_TRY IT:_
Give the lines again word for word, beginning with the one containing "What data does" and ending with the last line of the material below.

_DATA BLOCK:_

# # # # #

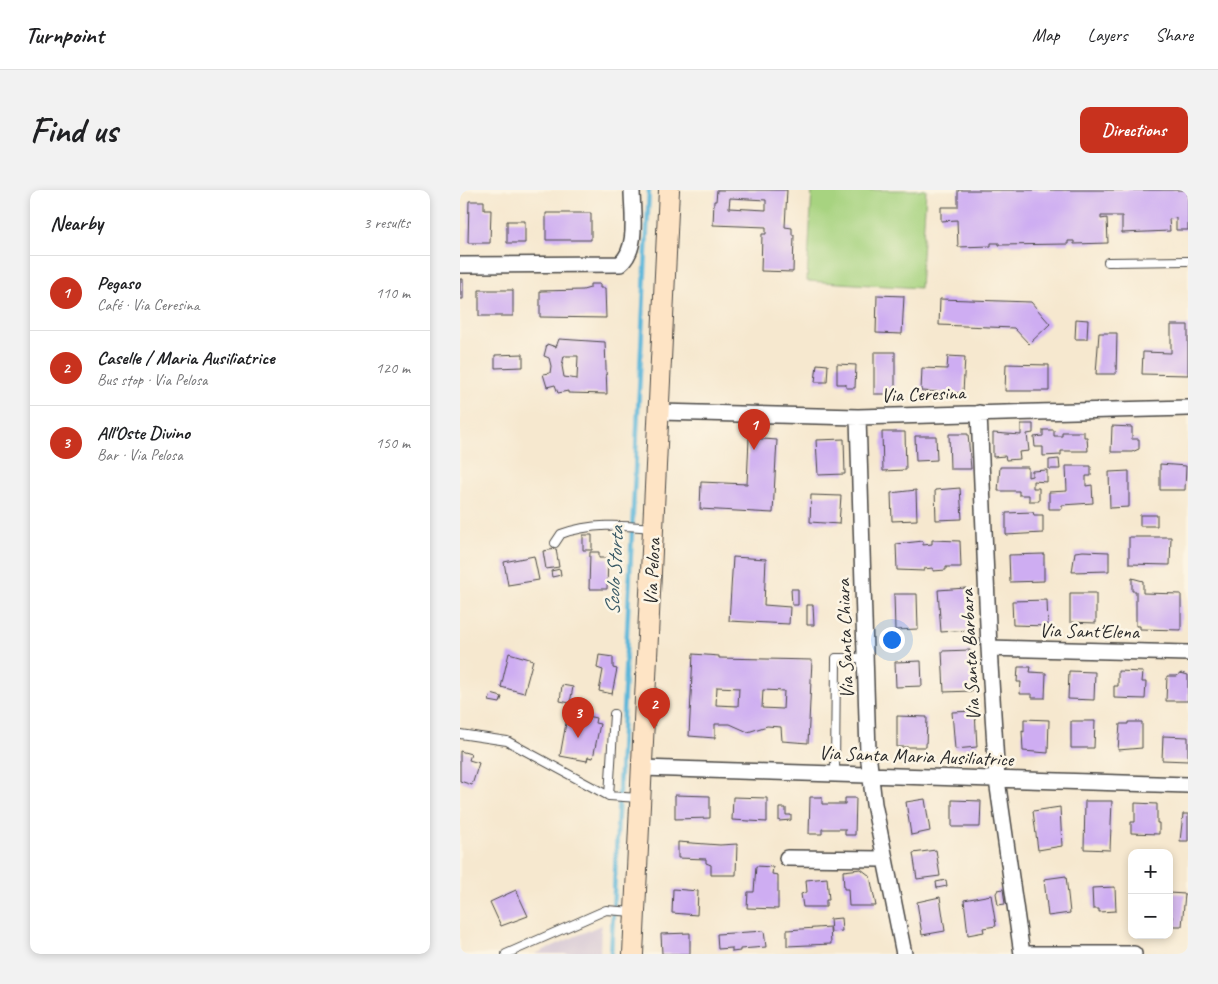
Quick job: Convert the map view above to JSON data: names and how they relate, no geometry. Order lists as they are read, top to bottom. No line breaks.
{"streets":{"main road":["Via Pelosa"],"street":["Via Ceresina","Via Sant'Elena","Via Santa Chiara","Via Santa Barbara","Via Santa Maria Ausiliatrice"]},"crossings":[["Via Ceresina","Via Pelosa"],["Via Ceresina","Via Santa Chiara"],["Via Ceresina","Via Santa Barbara"],["Via Pelosa","Via Santa Maria Ausiliatrice"],["Via Sant'Elena","Via Santa Barbara"],["Via Santa Chiara","Via Santa Maria Ausiliatrice"],["Via Santa Barbara","Via Santa Maria Ausiliatrice"]],"water":["Scolo Storta"],"page":{"header":"Turnpoint","nav":["Map","Layers","Share"],"buttons":"Directions","title":"Find us","heading":["Nearby","3 results"],"list":[{"mark":"1","name":"Pegaso","note":"Café · Via Ceresina","value":"110 m"},{"mark":"2","name":"Caselle / Maria Ausiliatrice","note":"Bus stop · Via Pelosa","value":"120 m"},{"mark":"3","name":"All'Oste Divino","note":"Bar · Via Pelosa","value":"150 m"}],"pins":["1","2","3"],"map_buttons":["+","−"]}}
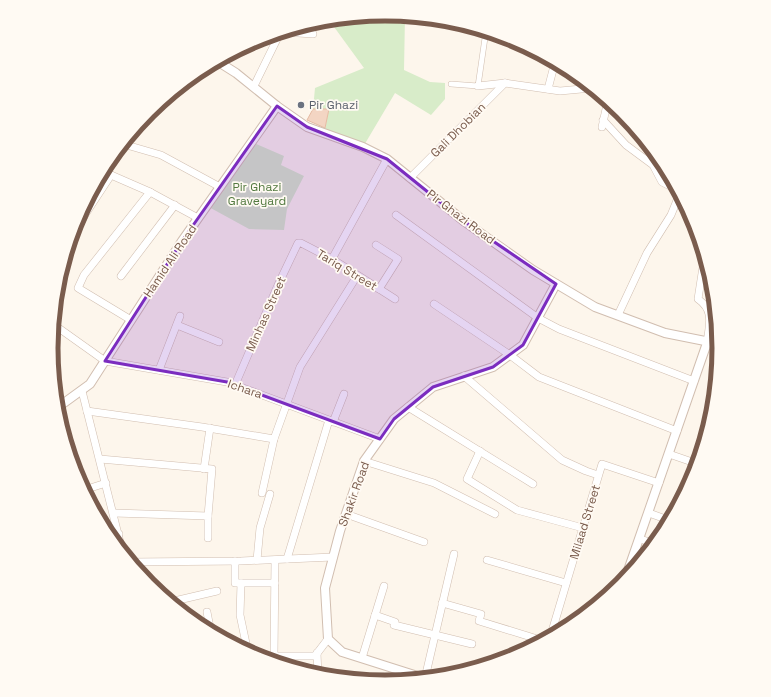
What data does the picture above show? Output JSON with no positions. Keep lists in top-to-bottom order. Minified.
{"streets":{"street":["Gali Dhobian","Pir Ghazi Road","Hamid Ali Road","Tariq Street","Minhas Street","Ichara","Shakir Road","Milaad Street"]},"crossings":[["Gali Dhobian","Pir Ghazi Road"],["Pir Ghazi Road","Hamid Ali Road"],["Pir Ghazi Road","Shakir Road"],["Hamid Ali Road","Ichara"],["Tariq Street","Minhas Street"],["Minhas Street","Ichara"],["Ichara","Shakir Road"]],"parks":["Pir Ghazi Graveyard"],"places":["Pir Ghazi"]}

# # # # #

_ANSWER AREA:_
What data does the picture above show? Output JSON with no positions. Keep lists in top-to-bottom order. Minified.
{"streets":{"street":["Gali Dhobian","Pir Ghazi Road","Hamid Ali Road","Tariq Street","Minhas Street","Ichara","Shakir Road","Milaad Street"]},"crossings":[["Gali Dhobian","Pir Ghazi Road"],["Pir Ghazi Road","Hamid Ali Road"],["Pir Ghazi Road","Shakir Road"],["Hamid Ali Road","Ichara"],["Tariq Street","Minhas Street"],["Minhas Street","Ichara"],["Ichara","Shakir Road"]],"parks":["Pir Ghazi Graveyard"],"places":["Pir Ghazi"]}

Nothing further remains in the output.